TRIPLE ADVENTURE - FLY, RUN, & RAIL - VERDE CANYON
2008 November 15

     As I said in another web page, I like to mix my aviation and aerobic hobbies by replacing the $100 hamburger with a flight and a run. I've done them in New Jersey, Pennsylvania, Minnesota, New York State, Wisconsin, Florida, Texas, Oklahoma, Georgia, North Carolina, Kentucky, Arizona, and California. Just as the marathon wasn't enough for the extreme-sport runners so they invented the Ironman triathlon, I've extended the aviation-aerobic biathlon one step further. This is my aviation triathlon, a fly-run-rail triple adventure.

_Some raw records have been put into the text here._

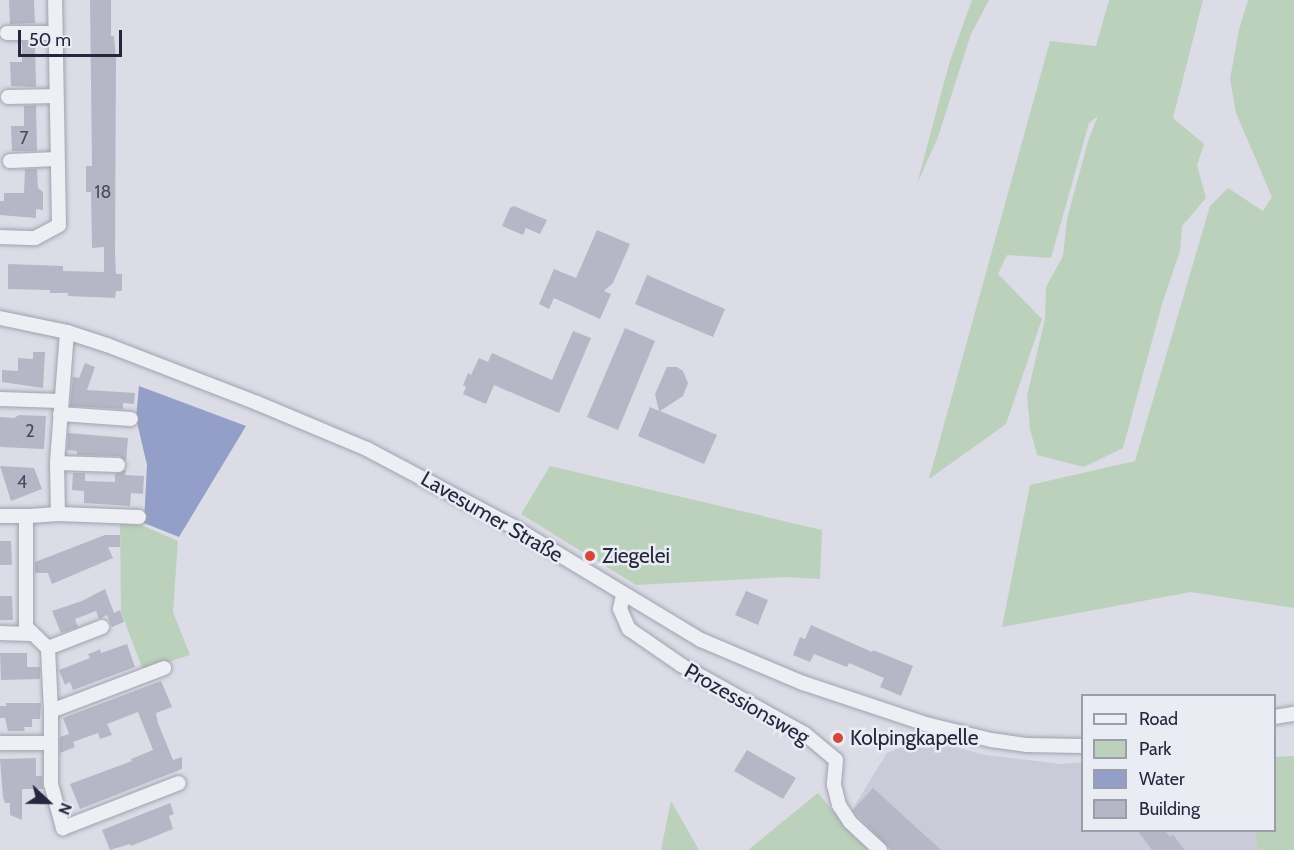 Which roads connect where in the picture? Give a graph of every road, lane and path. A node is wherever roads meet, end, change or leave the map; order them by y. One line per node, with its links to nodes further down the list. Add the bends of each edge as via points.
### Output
1 (55, 0): 3 (street)
2 (7, 33): 3 (street)
3 (55, 33): 4 (street)
4 (56, 96): 5 (street); 6 (street)
5 (8, 97)
6 (57, 159): 7 (street); 8 (street, via 59,225 35,238)
7 (10, 161)
8 (0, 237)
9 (0, 318): 10 (street, Lavesumer Straße)
10 (67, 332): 12 (street); 20 (street, Lavesumer Straße, via 257,403 366,449 512,526)
11 (0, 399): 12 (street)
12 (60, 407): 13 (street); 14 (street)
13 (131, 419)
14 (57, 463): 15 (street); 16 (street)
15 (118, 465)
16 (58, 514): 18 (street); 19 (street)
17 (0, 516): 18 (street)
18 (26, 516): 23 (street, via 26,627)
19 (139, 518)
20 (623, 595): 31 (street, Lavesumer Straße, via 728,653 880,710 991,740); 33 (street, Prozessionsweg, via 620,609 628,629 681,665 805,735 836,760 834,785 839,805 850,822)
21 (102, 627): 24 (street)
22 (0, 633): 23 (street)
23 (30, 634): 24 (street)
24 (48, 648): 26 (street)
25 (164, 668): 26 (street)
26 (51, 711): 30 (street)
27 (1294, 714): 28 (street)
28 (1276, 717)
29 (0, 743): 30 (street)
30 (51, 743): 32 (street, via 51,784 63,828)
31 (1081, 746)
32 (179, 783)
33 (880, 850)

     A friend who will remain nameless suggested I join him on the Verde Canyon Railroad. (When I went to look up my e-mails, I looked up "Verde" and "River" and "Train" and didn't find anything because it's the "Verde Canyon Railroad," no "river" and no "train" in it.) My unnamed friend was going to drive from Phoenix to Cottonwood, I decided I would rather fly and meet him there, my friend "wussed out," and I decided to go anyway.

     Another nameless friend talked me into running the Rock-and-Roll Marathon in Phoenix on 2009 January 18, so I'm due for some longer runs, seventeen or eighteen miles. Also, I'm going back to Utah for some more back-country flying so I wanted to practice my short-field landings one time before doing it for real. So I figured I would fly to Cottonwood early, fly over the Verde River valley, do a few landings for practice, and run seventeen miles before showing up for the four-hour train ride.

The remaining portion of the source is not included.